#### [Task goal]
Which lines in the data below contain the word "pixels"? Copy each of them.

(Dataset excerpts)
━━━━

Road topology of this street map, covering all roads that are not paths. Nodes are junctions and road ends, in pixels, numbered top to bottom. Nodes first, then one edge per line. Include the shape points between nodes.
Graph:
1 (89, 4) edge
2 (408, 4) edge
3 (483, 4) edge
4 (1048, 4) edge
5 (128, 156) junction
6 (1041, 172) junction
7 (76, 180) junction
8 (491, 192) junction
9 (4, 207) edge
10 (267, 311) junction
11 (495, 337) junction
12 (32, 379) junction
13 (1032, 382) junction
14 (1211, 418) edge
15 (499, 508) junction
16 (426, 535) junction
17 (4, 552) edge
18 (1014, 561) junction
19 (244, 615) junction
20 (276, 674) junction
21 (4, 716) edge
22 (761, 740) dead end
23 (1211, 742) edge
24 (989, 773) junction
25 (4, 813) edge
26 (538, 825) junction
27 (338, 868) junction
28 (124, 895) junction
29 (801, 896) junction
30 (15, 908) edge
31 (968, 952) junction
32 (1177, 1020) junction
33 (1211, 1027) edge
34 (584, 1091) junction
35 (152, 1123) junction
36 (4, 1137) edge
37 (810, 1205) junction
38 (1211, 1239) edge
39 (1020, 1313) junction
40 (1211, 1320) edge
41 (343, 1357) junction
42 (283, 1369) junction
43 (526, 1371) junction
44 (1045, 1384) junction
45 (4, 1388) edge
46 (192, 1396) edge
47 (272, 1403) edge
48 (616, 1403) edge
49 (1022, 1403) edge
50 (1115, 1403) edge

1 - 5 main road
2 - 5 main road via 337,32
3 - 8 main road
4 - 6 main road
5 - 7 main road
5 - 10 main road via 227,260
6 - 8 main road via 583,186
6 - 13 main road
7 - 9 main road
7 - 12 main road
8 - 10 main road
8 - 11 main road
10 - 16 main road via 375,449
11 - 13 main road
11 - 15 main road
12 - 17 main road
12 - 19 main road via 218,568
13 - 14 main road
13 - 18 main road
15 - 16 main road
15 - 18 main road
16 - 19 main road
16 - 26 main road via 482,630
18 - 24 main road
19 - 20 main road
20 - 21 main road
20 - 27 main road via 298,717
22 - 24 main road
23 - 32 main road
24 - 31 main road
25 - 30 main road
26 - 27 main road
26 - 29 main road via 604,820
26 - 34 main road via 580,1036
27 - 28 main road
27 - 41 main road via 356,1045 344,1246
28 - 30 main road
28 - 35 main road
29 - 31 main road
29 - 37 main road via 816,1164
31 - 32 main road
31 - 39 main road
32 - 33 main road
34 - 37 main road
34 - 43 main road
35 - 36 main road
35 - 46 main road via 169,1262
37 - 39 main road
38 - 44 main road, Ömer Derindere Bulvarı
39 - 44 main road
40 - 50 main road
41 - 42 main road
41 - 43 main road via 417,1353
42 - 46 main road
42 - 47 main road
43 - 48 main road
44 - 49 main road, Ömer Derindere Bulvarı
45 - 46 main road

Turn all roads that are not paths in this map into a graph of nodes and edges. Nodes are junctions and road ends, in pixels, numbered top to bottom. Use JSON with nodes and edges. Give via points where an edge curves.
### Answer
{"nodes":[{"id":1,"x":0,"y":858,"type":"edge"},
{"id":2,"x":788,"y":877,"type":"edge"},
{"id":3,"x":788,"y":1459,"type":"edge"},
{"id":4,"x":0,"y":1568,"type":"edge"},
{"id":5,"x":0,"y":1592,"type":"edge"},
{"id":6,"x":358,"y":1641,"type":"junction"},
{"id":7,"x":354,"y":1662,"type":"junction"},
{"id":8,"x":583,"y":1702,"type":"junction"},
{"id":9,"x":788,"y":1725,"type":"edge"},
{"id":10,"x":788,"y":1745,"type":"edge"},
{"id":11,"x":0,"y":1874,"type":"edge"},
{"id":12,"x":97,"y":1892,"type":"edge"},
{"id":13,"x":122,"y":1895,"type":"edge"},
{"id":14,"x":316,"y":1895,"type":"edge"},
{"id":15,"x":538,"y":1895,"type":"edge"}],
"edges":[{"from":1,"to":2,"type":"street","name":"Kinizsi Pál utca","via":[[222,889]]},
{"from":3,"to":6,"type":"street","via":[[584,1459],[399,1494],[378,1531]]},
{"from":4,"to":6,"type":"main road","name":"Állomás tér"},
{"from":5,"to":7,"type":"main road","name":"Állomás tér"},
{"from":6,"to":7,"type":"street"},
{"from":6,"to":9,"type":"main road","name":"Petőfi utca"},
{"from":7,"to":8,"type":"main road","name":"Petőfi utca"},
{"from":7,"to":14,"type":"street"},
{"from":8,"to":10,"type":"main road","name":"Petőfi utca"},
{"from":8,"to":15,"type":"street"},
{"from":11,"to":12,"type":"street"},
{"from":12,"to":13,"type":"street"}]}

━━━━

#### [Response below]
Road topology of this street map, covering all roads that are not paths. Nodes are junctions and road ends, in pixels, numbered top to bottom. Nodes first, then one edge per line. Include the shape points between nodes.
Turn all roads that are not paths in this map into a graph of nodes and edges. Nodes are junctions and road ends, in pixels, numbered top to bottom. Use JSON with nodes and edges. Give via points where an edge curves.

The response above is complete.